• EXERCISE: All the lines below need retyping exactly, apart from the images.

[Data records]

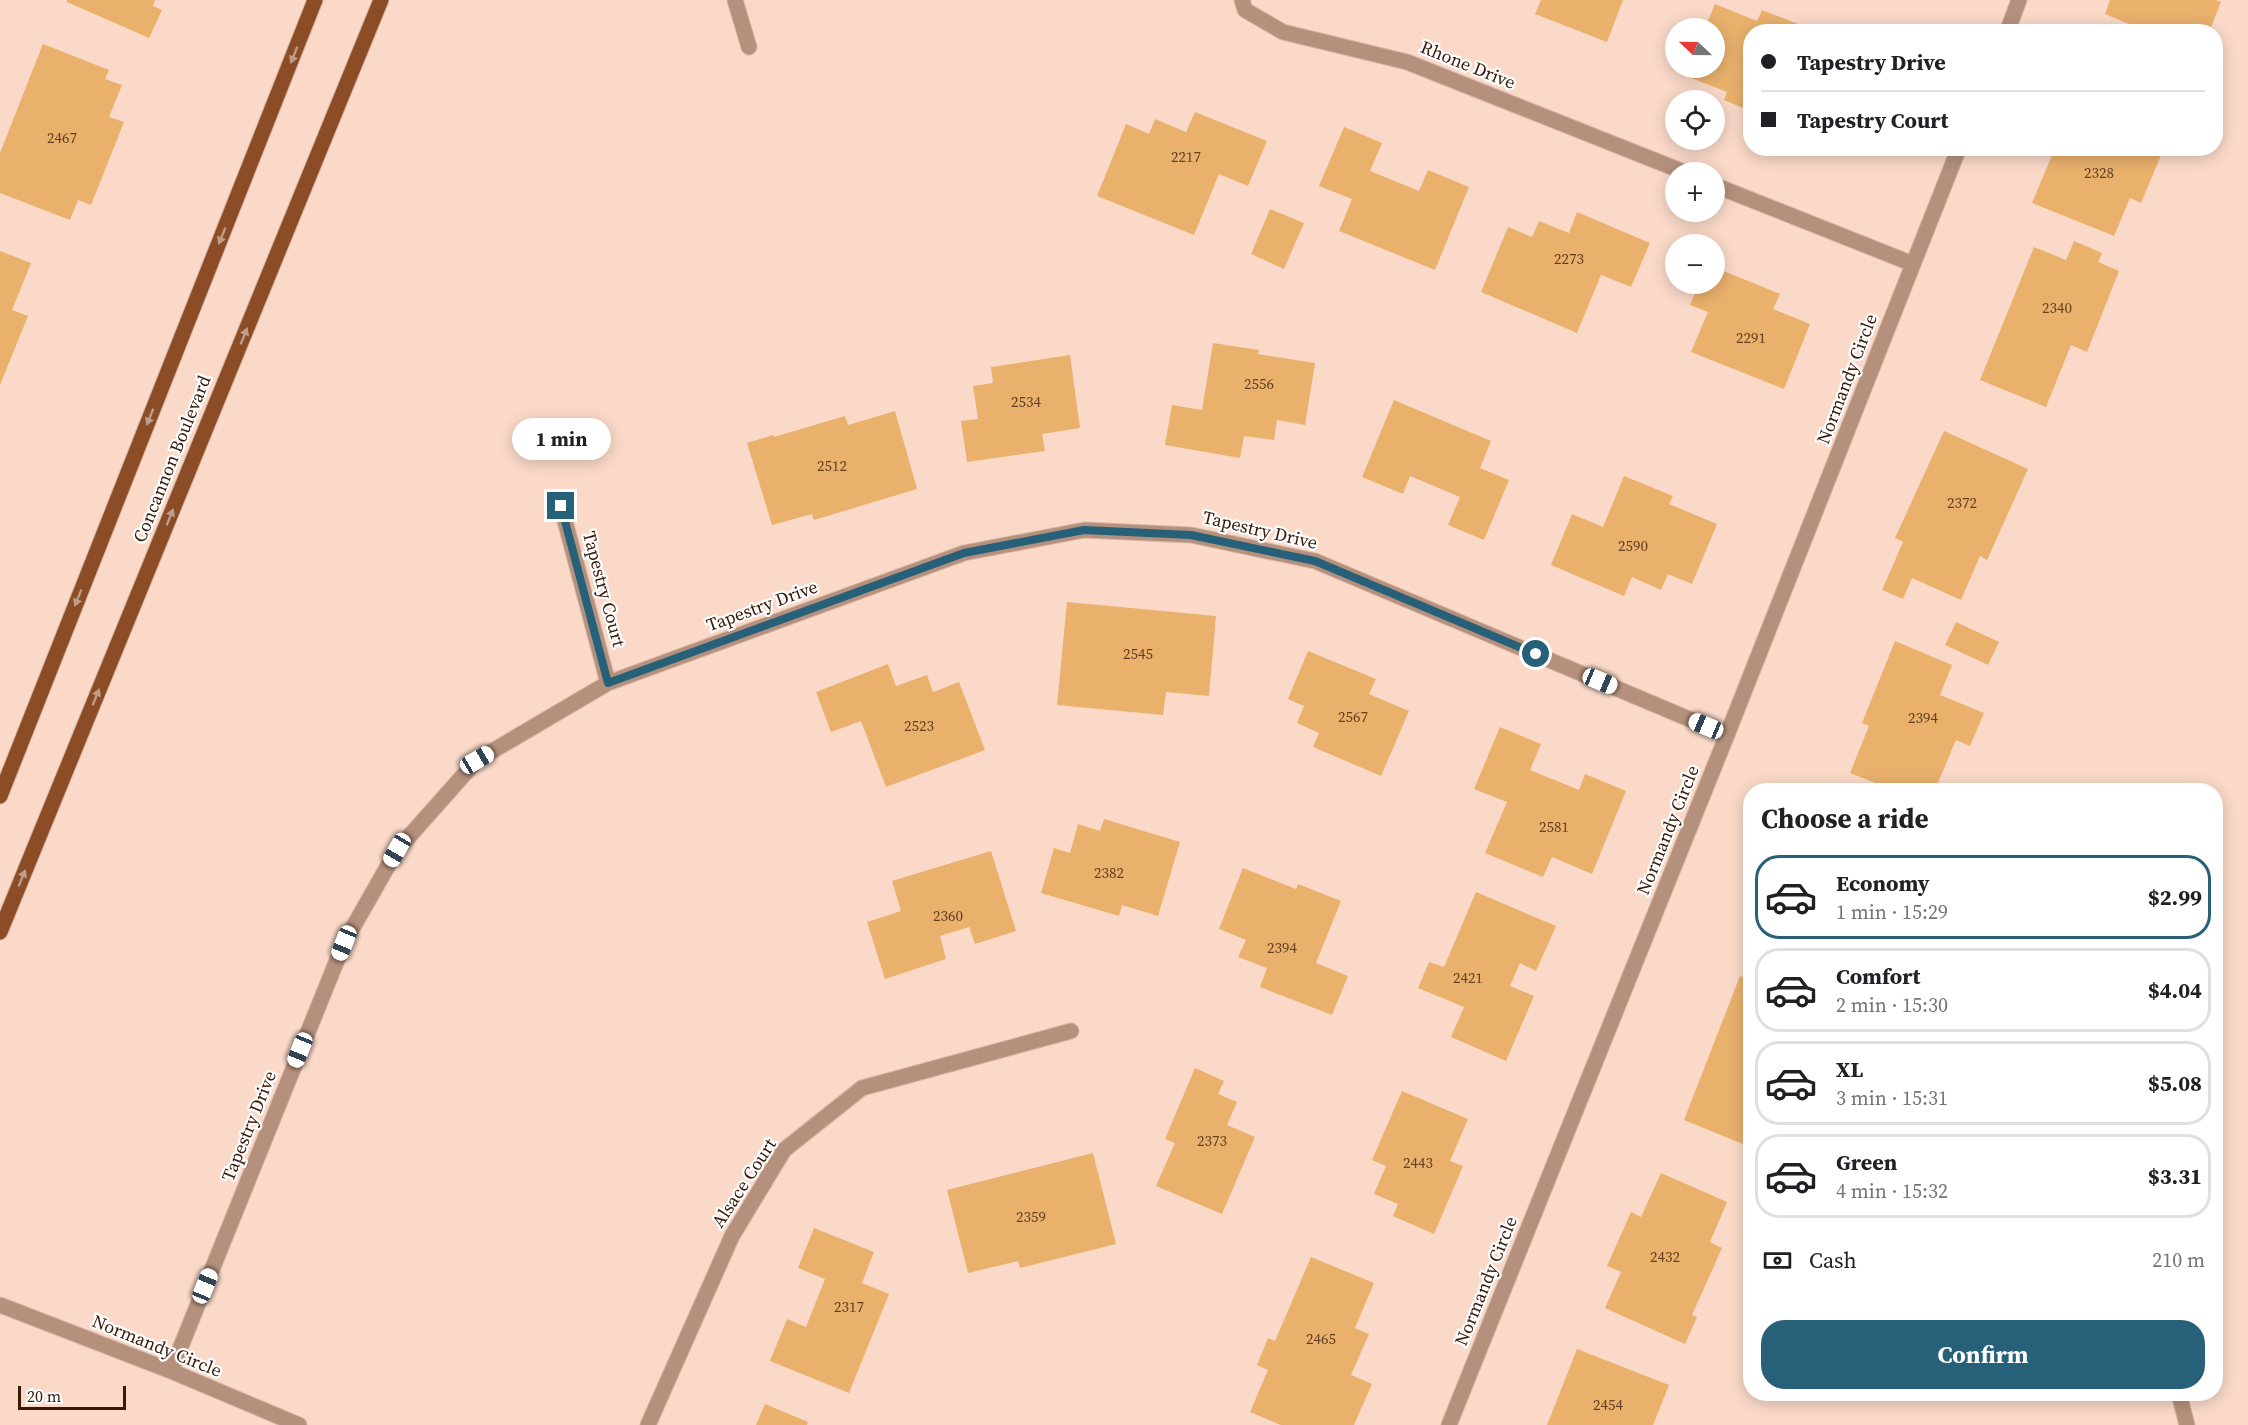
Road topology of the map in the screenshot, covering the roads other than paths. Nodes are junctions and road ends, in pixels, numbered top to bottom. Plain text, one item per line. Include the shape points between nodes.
1 (315, 0) edge
2 (381, 0) edge
3 (735, 0) edge
4 (1242, 0) edge
5 (2019, 0) edge
6 (2010, 24) edge
7 (749, 47) dead end
8 (1956, 156) edge
9 (1665, 164) edge
10 (1725, 189) edge
11 (1913, 264) junction
12 (561, 506) dead end
13 (608, 683) junction
14 (1728, 735) junction
15 (0, 796) edge
16 (0, 932) edge
17 (1071, 1031) dead end
18 (0, 1305) edge
19 (171, 1371) junction
20 (2181, 1401) edge
21 (299, 1425) edge
22 (648, 1425) edge
23 (1449, 1425) edge
24 (2187, 1425) edge

1 -> 15 main road, Concannon Boulevard
16 -> 2 main road, Concannon Boulevard
3 - 7 street
4 - 9 street, Rhone Drive via 1245,10 1284,32 1407,62
5 - 6 street
8 - 11 street, Normandy Circle
10 - 11 street
11 - 14 street, Normandy Circle
12 - 13 street, Tapestry Court
13 - 14 street, Tapestry Drive via 964,553 1084,530 1191,535 1315,561
13 - 19 street, Tapestry Drive via 477,760 397,850 344,943
14 - 23 street, Normandy Circle
17 - 22 street, Alsace Court via 862,1088 784,1150 732,1236
18 - 19 street, Normandy Circle
19 - 21 street, Normandy Circle
20 - 24 street

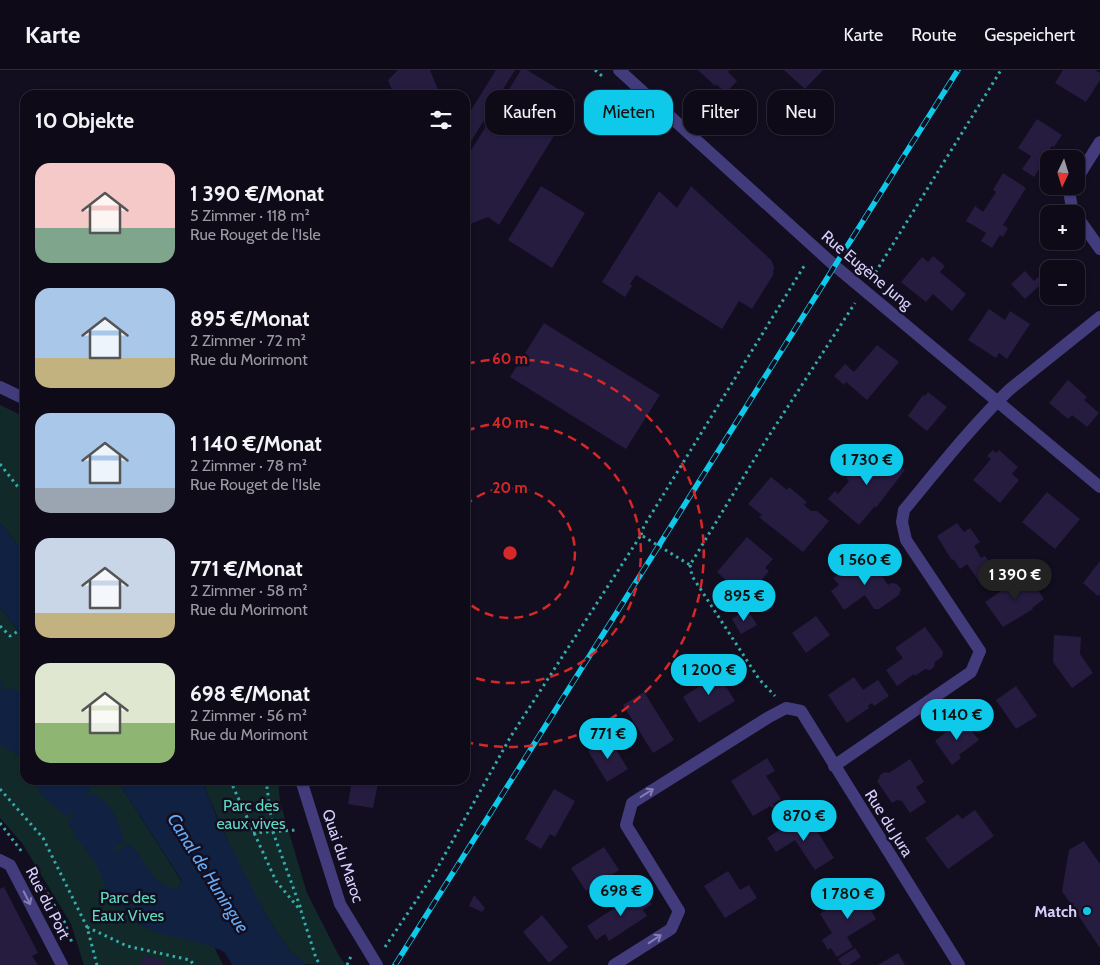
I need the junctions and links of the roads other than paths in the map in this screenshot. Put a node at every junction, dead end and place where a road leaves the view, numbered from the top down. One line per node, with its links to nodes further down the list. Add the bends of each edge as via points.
1 (619, 70): 9 (street, Rue Eugène Jung, via 835,266)
2 (1100, 142): 3 (street)
3 (1085, 166)
4 (1085, 227): 5 (street)
5 (1100, 249)
6 (1100, 317): 9 (street)
7 (0, 387): 8 (street)
8 (20, 397)
9 (997, 402): 10 (street, Rue Eugène Jung); 11 (street, via 904,510 902,522 906,540 980,651 971,672)
10 (1100, 487)
11 (834, 766): 16 (street, Rue du Jura, one-way to 11, via 671,929 679,911 626,825 632,803 786,708 800,711); 17 (street, Rue du Jura)
12 (303, 785): 14 (street, Quai du Maroc, via 340,904)
13 (0, 860): 15 (street, Rue du Port, one-way to 15, via 10,864)
14 (376, 964)
15 (62, 965)
16 (614, 965)
17 (959, 965)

• EXPECTED ANSWER:
Road topology of the map in the screenshot, covering the roads other than paths. Nodes are junctions and road ends, in pixels, numbered top to bottom. Plain text, one item per line. Include the shape points between nodes.
1 (315, 0) edge
2 (381, 0) edge
3 (735, 0) edge
4 (1242, 0) edge
5 (2019, 0) edge
6 (2010, 24) edge
7 (749, 47) dead end
8 (1956, 156) edge
9 (1665, 164) edge
10 (1725, 189) edge
11 (1913, 264) junction
12 (561, 506) dead end
13 (608, 683) junction
14 (1728, 735) junction
15 (0, 796) edge
16 (0, 932) edge
17 (1071, 1031) dead end
18 (0, 1305) edge
19 (171, 1371) junction
20 (2181, 1401) edge
21 (299, 1425) edge
22 (648, 1425) edge
23 (1449, 1425) edge
24 (2187, 1425) edge

1 -> 15 main road, Concannon Boulevard
16 -> 2 main road, Concannon Boulevard
3 - 7 street
4 - 9 street, Rhone Drive via 1245,10 1284,32 1407,62
5 - 6 street
8 - 11 street, Normandy Circle
10 - 11 street
11 - 14 street, Normandy Circle
12 - 13 street, Tapestry Court
13 - 14 street, Tapestry Drive via 964,553 1084,530 1191,535 1315,561
13 - 19 street, Tapestry Drive via 477,760 397,850 344,943
14 - 23 street, Normandy Circle
17 - 22 street, Alsace Court via 862,1088 784,1150 732,1236
18 - 19 street, Normandy Circle
19 - 21 street, Normandy Circle
20 - 24 street

I need the junctions and links of the roads other than paths in the map in this screenshot. Put a node at every junction, dead end and place where a road leaves the view, numbered from the top down. One line per node, with its links to nodes further down the list. Add the bends of each edge as via points.
1 (619, 70): 9 (street, Rue Eugène Jung, via 835,266)
2 (1100, 142): 3 (street)
3 (1085, 166)
4 (1085, 227): 5 (street)
5 (1100, 249)
6 (1100, 317): 9 (street)
7 (0, 387): 8 (street)
8 (20, 397)
9 (997, 402): 10 (street, Rue Eugène Jung); 11 (street, via 904,510 902,522 906,540 980,651 971,672)
10 (1100, 487)
11 (834, 766): 16 (street, Rue du Jura, one-way to 11, via 671,929 679,911 626,825 632,803 786,708 800,711); 17 (street, Rue du Jura)
12 (303, 785): 14 (street, Quai du Maroc, via 340,904)
13 (0, 860): 15 (street, Rue du Port, one-way to 15, via 10,864)
14 (376, 964)
15 (62, 965)
16 (614, 965)
17 (959, 965)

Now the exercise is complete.